Implementation
Apache Module
The core of the redirector is mod_mirrorbrain, a module for the Apache HTTP server, written in C, and designed for high performance and scalability, with security in mind.
The previous name of mod_mirrorbrain was mod_zrkadlo, pronounced mod zurrcat low. Zrkadlo is Slovakian for mirror, a word that I learnt when I was travelling in Slovakia in 2007. I later renamed the module because most people are not able to spell or even memorize the name correctly, and I want to make things easy. Sorry, Fridrich :-)
The module does a single, lightweight database query per client request, using database connection pools provided by the Apache DBD framework. This is the most efficient way conceivable.
To cope with filetrees that are huge and changed frequently, the redirector doesn't simply choose one mirror for a client once, but acts as granular as on file-level, because mirrors are known to be incomplete, especially if content changes often. To achieve this, the redirector is supported by an SQL database which knows the exact contents of each mirror. The database is periodically updated by scanning all mirrors with a scanner program. In addition, there is a probing program which intermittently checks each mirror for responsiveness, and which can disable or pause redirection to a certain mirror, should it fail. When a mirror becomes offline it is watched and automatically enabled later when it becomes available again.

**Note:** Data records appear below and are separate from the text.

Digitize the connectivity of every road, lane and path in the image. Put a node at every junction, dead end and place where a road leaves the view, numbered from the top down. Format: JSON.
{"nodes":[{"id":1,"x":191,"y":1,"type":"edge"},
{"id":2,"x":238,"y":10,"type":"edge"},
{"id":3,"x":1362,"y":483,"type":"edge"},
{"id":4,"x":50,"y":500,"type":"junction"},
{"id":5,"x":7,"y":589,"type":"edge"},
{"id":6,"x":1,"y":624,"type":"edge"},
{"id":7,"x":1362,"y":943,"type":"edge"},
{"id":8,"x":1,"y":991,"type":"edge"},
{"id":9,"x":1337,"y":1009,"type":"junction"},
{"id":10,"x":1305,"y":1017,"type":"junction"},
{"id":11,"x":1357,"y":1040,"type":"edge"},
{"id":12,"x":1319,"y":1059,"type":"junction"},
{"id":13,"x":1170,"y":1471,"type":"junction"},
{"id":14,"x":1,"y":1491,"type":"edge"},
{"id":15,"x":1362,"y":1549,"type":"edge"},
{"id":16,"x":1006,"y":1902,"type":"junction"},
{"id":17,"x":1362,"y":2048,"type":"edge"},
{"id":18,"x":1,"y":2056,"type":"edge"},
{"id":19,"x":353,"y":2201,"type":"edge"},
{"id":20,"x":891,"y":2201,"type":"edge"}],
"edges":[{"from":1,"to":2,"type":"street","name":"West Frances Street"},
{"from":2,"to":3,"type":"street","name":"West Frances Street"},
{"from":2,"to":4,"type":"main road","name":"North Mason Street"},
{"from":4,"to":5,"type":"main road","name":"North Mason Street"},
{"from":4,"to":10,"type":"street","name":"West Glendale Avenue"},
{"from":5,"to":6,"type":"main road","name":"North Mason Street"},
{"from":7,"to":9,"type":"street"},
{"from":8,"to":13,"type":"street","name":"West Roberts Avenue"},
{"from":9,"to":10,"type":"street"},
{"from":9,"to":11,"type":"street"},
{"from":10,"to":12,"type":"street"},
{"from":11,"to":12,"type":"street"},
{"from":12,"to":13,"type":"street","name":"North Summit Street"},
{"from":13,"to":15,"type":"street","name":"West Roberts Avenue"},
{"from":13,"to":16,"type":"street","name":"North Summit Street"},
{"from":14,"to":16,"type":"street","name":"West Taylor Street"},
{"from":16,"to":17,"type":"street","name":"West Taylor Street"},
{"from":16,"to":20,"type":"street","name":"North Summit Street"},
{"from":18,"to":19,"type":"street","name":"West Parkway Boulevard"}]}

This page is a little outdated, but shows pseudocode which gives an outline how the redirection module works.
Mirror Database
The mirror database is a PostgreSQL database. Its main purpose is to store data about
- mirrors (their location, base URL, ...)
- files that were seen while scanning the mirrors
The database comes in a very packed format, designed to store millions of files, and make the access scale well at the same time. See this news post for more thoughts on this.
While the framework is based on PostgreSQL, it is modular and the the core, mod_mirrorbrain could be used with any database that Apache's DBD Api can connect to.
Mirror Scanner
The mirror scanner is a program which crawls the mirrors via rsync, FTP, or HTTP protocol. It updates the database with the file list found on the mirror machines, and checks whether the mirrors support the correct delivery of large files.
Mirror Probe
The mirror probe is run at short intervals and checks for each mirror if it is alive. If a mirror doesn't reply, redirection to it is disabled until it comes back.
Admininstration Framework
There is a handy commandline tool for maintaining mirrors, their status and doing things with them. It allows
- creation of a new mirror in the database
- adding and editing comments about them (so one can keep notes)
- triggering scans
- functional tests of mirrors
- listing mirrors per country, per region, list disabled mirrors, ...
- list, add, delete files in the database
- create mirror lists for web pages
- export data for backup, reporting or migration
- etc.
The commandline tool is written in Python in a modularized way and comes with a Python library that can be used from other scripts. The Python module is planned to be the basis for a future web frontend.
Of course, any script or web application can also connect directly to the database.